In most reported cases of PAVMs, the routine approach is preventive transcatheter embolization to avoid complications. These include neurologic sequelae (ie, stroke, transient ischemic attack, cerebral abscess, and seizures) and, less commonly, pulmonary hemorrhage, which could be fatal.3,4
In contrast to reported cases, our patient was treated in a life-threatening situation. The large hemothorax, as well as the previous medical history, prompted us to perform a CT scan to investigate the presence of PAVM. As reported by Martinez and associates,5 spontaneous hemothorax frequently occurs in patients with disease-related coagulopathy or those receiving anticoagulation treatment. Other causes include intrapleural bleeding complicating pneumothorax (ie, disruption of pleural adhesions or torn vascular adhesions), tuberculosis, sarcoidosis, pulmonary infarction, ruptured thoracic aneurysm, and subdiaphragmatic pathology (endometriosis and pancreatic disease). The CT scan carried out on our patient confirmed the presence of PAVMs.
Because the patient's hemodynamic condition was stable, we decided to perform a transcatheter embolization despite the presence of abundant pleural clots and hemothorax.
In our case the arteries entering the PAVMs were technically suitable for coil occlusion, being long enough and not enlarged just before entry into the aneurysms, without significant risk of the coils entering the aneurysms and the draining veins. When feeding arteries are short (<3 cm), occlusion of the aneurysm might be necessary.6 Detachable coils can be withdrawn if they are not correctly sized or can be reinserted if not properly placed. However, some authors prefer to use detachable balloons.3
Supplying arteries with a diameter of 5 to 9 mm (approximately 70% of PAVMs) can be occluded equally well with either detachable silicone balloons or coils.
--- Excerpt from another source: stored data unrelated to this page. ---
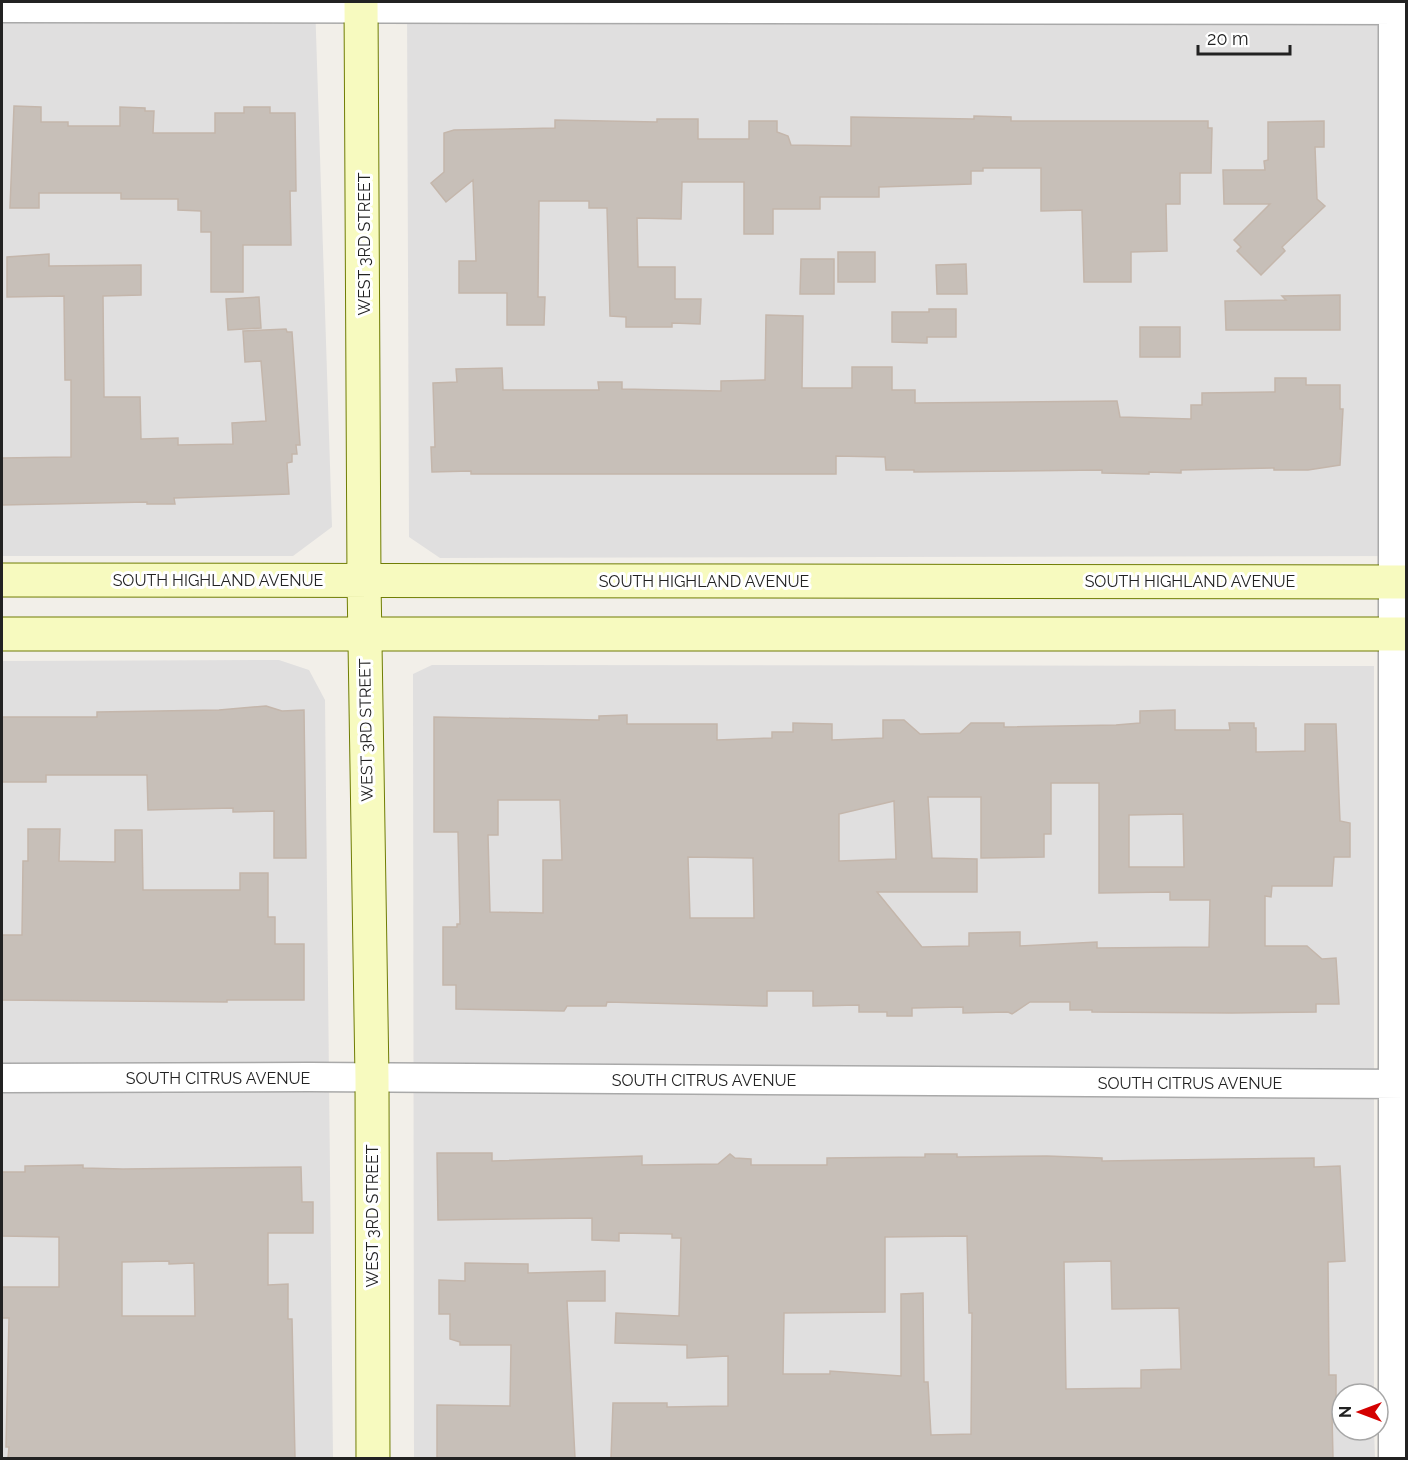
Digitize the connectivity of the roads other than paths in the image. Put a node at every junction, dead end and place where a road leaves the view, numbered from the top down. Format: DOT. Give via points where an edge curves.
graph roads {
  1 [pos="361,4"];
  2 [pos="1397,7"];
  3 [pos="2,8"];
  4 [pos="2,580"];
  5 [pos="364,581"];
  6 [pos="1400,582"];
  7 [pos="2,634"];
  8 [pos="365,634"];
  9 [pos="1399,634"];
  10 [pos="2,1078"];
  11 [pos="372,1078"];
  12 [pos="1400,1084"];
  13 [pos="373,1458"];
  14 [pos="1393,1458"];
  1 -- 2 [label="street"];
  1 -- 3 [label="street"];
  1 -- 5 [label="main road, WEST 3RD STREET"];
  2 -- 6 [label="street"];
  4 -- 5 [label="main road, SOUTH HIGHLAND AVENUE"];
  5 -- 6 [label="main road, SOUTH HIGHLAND AVENUE"];
  5 -- 8 [label="main road, WEST 3RD STREET"];
  6 -- 9 [label="street"];
  7 -- 8 [label="main road"];
  8 -- 9 [label="main road"];
  8 -- 11 [label="main road, WEST 3RD STREET"];
  9 -- 12 [label="street"];
  10 -- 11 [label="street, SOUTH CITRUS AVENUE"];
  11 -- 12 [label="street, SOUTH CITRUS AVENUE"];
  11 -- 13 [label="main road, WEST 3RD STREET"];
  12 -- 14 [label="street"];
}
Personal experience and preference for a certain device will often be decisive in the choice of technique.7 Because anatomy can vary greatly, both detachable silicone balloons and coils should be available as therapeutic options.4 After deployment of several coils in the feeding artery, flow is reduced, and embolization can safely be achieved with glue, which can shorten the procedure.
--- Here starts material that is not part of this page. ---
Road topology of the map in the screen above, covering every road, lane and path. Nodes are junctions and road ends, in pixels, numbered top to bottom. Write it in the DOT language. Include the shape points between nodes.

In most cases PAVMs are multiple, and more than one embolotherapy session is required per patient. In a study reported by White,6 276 PAVMs were diagnosed in 76 patients; all patients had multiple malformations, and on average, 2 embolotherapy sessions were necessary per patient in addition to diagnostic angiography, which was performed on a separate day. Embolotherapy sessions were separated by 4 to 6 weeks.
Current indications for transcatheter embolization include the prevention of complications in larger (feeding artery diameter >3 mm) and symptomatic PAVMs. From our experience in cases of massive hemoptysis-hemothorax, we believe occlusion of all existing PAVMs should be considered. This approach might have the additional benefit of reducing the risk of paradoxical emboli and other complications associated with unoccluded PAVMs.2 To our knowledge, no data are currently available to predict which PAVMs is most likely to rupture on the basis of size or location.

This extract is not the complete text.